## What is being asked
Locate each line in the records containing "Dattenmattstrasse". Copy it.

(Recorded data)
---*---

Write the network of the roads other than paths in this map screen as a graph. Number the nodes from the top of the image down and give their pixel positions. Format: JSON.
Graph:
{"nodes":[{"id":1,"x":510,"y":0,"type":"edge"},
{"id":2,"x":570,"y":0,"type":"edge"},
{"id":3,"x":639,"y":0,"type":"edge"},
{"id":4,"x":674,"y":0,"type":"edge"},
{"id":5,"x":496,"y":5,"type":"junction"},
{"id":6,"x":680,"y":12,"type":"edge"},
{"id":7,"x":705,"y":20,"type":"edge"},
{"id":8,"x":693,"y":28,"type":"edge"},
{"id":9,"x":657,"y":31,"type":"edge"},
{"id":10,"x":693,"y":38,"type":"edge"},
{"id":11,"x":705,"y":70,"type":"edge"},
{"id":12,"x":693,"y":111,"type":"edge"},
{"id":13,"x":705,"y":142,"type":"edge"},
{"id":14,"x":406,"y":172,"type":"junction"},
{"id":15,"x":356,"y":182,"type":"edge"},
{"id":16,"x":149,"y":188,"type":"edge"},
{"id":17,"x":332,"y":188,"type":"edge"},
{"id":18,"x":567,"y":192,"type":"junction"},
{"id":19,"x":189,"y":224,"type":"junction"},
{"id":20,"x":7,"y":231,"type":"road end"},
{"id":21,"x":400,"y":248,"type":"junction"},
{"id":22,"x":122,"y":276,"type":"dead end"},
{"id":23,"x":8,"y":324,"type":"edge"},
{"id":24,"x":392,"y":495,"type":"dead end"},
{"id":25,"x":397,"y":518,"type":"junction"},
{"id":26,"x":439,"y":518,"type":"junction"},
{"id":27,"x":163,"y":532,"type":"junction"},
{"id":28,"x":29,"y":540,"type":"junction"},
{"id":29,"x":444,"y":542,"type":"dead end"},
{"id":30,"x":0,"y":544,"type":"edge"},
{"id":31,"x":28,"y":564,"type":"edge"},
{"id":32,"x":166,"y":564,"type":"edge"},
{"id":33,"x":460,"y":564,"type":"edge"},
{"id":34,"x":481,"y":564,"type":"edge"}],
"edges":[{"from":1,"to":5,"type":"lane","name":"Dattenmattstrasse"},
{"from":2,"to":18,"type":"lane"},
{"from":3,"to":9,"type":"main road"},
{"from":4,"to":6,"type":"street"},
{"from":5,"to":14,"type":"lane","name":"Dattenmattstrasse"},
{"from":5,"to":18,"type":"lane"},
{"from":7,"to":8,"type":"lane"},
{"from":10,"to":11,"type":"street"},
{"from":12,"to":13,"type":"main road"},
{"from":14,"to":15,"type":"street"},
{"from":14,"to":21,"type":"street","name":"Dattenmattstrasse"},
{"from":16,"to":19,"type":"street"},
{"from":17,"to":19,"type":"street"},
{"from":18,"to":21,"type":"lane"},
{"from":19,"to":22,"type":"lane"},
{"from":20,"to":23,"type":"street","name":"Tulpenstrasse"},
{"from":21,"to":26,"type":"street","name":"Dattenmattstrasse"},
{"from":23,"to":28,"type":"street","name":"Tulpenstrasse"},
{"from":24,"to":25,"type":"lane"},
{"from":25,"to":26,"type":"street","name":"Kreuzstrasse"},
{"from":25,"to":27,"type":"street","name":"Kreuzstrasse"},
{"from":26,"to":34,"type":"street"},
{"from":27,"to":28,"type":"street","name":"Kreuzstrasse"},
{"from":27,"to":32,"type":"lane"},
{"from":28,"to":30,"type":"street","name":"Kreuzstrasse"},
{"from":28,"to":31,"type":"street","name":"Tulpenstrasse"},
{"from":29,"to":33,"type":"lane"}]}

---*---

## Solution to the exercise
"edges":[{"from":1,"to":5,"type":"lane","name":"Dattenmattstrasse"},
{"from":5,"to":14,"type":"lane","name":"Dattenmattstrasse"},
{"from":14,"to":21,"type":"street","name":"Dattenmattstrasse"},
{"from":21,"to":26,"type":"street","name":"Dattenmattstrasse"},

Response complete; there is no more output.